Incidentally, have you studied any music theory? Because the language you use to describe what you like is totally bereft of it (well, actually I remember one reference to major and minor). You might be able to make a better case for your favorite music if you used formal tools to describe what makes it appealing to you. Because the point of this thread is for us to say that when you think song A is "more melodic" than song B, we may very well think you're wrong. < /ftt>

also, you should check out "Terrapin Station" by the Grateful Dead.
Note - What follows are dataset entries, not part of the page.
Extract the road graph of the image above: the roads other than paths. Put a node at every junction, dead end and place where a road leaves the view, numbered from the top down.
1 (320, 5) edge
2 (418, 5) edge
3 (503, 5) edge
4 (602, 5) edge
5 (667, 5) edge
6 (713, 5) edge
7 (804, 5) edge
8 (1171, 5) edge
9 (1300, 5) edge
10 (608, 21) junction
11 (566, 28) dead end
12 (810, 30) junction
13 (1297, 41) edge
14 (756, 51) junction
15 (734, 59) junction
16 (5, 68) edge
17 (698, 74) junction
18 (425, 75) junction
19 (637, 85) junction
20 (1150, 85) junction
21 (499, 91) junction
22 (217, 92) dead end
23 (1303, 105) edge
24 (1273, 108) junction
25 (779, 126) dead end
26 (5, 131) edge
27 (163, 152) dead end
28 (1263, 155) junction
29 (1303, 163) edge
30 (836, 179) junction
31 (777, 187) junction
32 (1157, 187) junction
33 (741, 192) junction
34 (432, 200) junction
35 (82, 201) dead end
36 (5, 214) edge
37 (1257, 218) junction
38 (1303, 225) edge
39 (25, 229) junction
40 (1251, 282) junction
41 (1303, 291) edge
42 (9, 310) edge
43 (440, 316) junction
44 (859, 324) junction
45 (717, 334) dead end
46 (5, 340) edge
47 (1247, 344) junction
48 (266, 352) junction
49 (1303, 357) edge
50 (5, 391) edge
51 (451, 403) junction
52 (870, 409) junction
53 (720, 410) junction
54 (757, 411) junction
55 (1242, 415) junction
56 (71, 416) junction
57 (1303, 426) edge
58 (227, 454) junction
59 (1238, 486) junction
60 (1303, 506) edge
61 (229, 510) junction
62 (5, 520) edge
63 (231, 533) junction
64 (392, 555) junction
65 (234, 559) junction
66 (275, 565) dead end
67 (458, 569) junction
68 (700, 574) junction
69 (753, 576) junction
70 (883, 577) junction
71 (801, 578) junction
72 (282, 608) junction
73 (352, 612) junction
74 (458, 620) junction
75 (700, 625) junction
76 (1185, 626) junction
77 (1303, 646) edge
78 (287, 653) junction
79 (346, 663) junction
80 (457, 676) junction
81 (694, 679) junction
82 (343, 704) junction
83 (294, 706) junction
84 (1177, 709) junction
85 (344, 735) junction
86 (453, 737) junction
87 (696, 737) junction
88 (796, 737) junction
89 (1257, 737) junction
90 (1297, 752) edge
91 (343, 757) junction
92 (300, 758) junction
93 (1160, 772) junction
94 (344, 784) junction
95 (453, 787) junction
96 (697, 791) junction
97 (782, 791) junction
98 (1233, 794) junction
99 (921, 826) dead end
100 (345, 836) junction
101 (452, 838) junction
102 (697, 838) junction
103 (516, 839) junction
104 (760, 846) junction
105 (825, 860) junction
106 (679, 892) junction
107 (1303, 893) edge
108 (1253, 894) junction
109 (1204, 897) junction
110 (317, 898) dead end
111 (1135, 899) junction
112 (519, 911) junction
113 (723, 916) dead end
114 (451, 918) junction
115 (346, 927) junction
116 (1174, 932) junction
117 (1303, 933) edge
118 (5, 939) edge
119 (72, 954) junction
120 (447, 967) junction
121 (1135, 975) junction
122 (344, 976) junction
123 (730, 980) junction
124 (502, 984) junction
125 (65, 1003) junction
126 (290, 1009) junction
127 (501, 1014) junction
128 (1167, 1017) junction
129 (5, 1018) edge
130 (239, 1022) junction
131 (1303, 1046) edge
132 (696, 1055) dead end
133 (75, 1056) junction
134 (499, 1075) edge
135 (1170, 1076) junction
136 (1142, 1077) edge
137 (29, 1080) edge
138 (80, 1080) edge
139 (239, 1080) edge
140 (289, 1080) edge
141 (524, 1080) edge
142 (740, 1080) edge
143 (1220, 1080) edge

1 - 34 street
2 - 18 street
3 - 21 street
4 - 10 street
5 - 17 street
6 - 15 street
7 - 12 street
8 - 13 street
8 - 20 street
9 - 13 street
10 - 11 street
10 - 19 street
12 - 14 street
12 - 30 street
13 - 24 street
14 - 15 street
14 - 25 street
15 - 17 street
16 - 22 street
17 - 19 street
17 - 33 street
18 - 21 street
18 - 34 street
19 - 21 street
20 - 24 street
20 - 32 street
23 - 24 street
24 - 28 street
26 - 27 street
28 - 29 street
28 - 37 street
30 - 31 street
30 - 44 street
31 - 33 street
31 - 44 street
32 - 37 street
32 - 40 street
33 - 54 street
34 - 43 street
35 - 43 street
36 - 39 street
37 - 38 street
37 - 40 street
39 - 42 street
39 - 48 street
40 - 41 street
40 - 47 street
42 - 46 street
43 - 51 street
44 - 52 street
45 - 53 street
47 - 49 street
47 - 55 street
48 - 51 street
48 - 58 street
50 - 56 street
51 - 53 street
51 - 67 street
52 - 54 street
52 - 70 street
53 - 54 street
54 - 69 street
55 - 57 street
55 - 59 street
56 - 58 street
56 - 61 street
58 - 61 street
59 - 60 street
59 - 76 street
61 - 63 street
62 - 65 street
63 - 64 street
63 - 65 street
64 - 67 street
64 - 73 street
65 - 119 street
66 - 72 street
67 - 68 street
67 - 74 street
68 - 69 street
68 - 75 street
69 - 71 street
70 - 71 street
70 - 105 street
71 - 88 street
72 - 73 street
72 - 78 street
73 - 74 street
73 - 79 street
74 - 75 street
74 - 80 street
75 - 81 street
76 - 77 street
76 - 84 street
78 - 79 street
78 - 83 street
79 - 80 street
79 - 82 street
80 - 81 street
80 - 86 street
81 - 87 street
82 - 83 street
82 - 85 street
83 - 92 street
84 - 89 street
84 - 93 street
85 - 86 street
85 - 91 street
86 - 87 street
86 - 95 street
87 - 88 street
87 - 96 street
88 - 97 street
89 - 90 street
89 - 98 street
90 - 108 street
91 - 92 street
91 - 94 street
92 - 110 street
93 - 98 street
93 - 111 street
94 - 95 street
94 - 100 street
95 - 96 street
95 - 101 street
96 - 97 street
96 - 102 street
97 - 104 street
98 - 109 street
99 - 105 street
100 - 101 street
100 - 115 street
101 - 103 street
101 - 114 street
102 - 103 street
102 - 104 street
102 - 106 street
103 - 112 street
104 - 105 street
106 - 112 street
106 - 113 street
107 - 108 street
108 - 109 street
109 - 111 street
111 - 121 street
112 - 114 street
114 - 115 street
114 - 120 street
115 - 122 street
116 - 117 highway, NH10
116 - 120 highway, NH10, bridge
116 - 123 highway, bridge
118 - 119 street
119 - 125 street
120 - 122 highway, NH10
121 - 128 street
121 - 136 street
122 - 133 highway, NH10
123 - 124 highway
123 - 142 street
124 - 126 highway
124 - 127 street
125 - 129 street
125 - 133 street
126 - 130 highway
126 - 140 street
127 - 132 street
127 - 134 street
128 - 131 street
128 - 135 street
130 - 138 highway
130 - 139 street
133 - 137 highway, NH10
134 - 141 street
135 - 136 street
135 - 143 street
gabbneb (gabbneb), Sunday, 6 April 2003 17:09 (twenty-two years ago)

also the word 'good' should be banned from the language as it means nothing whatever

dave q, Sunday, 6 April 2003 17:20 (twenty-two years ago)

well ok, but doesn't that drive something of a rogue a carthorse through my question a bit?

mark s (mark s), Sunday, 6 April 2003 17:24 (twenty-two years ago)

i meant when ppl use it in a 'morality' sense

dave q, Sunday, 6 April 2003 17:41 (twenty-two years ago)

evil be thou my bad

mark s (mark s), Sunday, 6 April 2003 17:48 (twenty-two years ago)

Good melody: "Different For Girls" by Joe Jackson. I know music theory but usually fail miserably in applying it to things I hear -- i.e. I can play all yr. chords but can't recognize them for shit except major vs. minor etc. So here it goes anyway -- the verse lines hold constant and then fall at the end, falling further each time, but never quite falling the octave to fully resolve, just teasing, getting closer and closer. Then when the chorus kicks in it descends in big triads and fifths so it could resolve right there, then it rises in halftones coming close to really resolving, then rises in halftones an octave higher and sort of trails off. So the real harmonic resolution totally fucks the melodic and narrative one, so what you have is the slow piano quaver which runs behind the whole thing and *really* grounds it sort of expanded and blown up on a grand scale like lovers on a cliff casting shadows across the town below. Which is the narrative structure of the song to a T, each small moment of pillow talk a moment which hinges the relationship and simultaneously refracts the whole of the social strictures of the world.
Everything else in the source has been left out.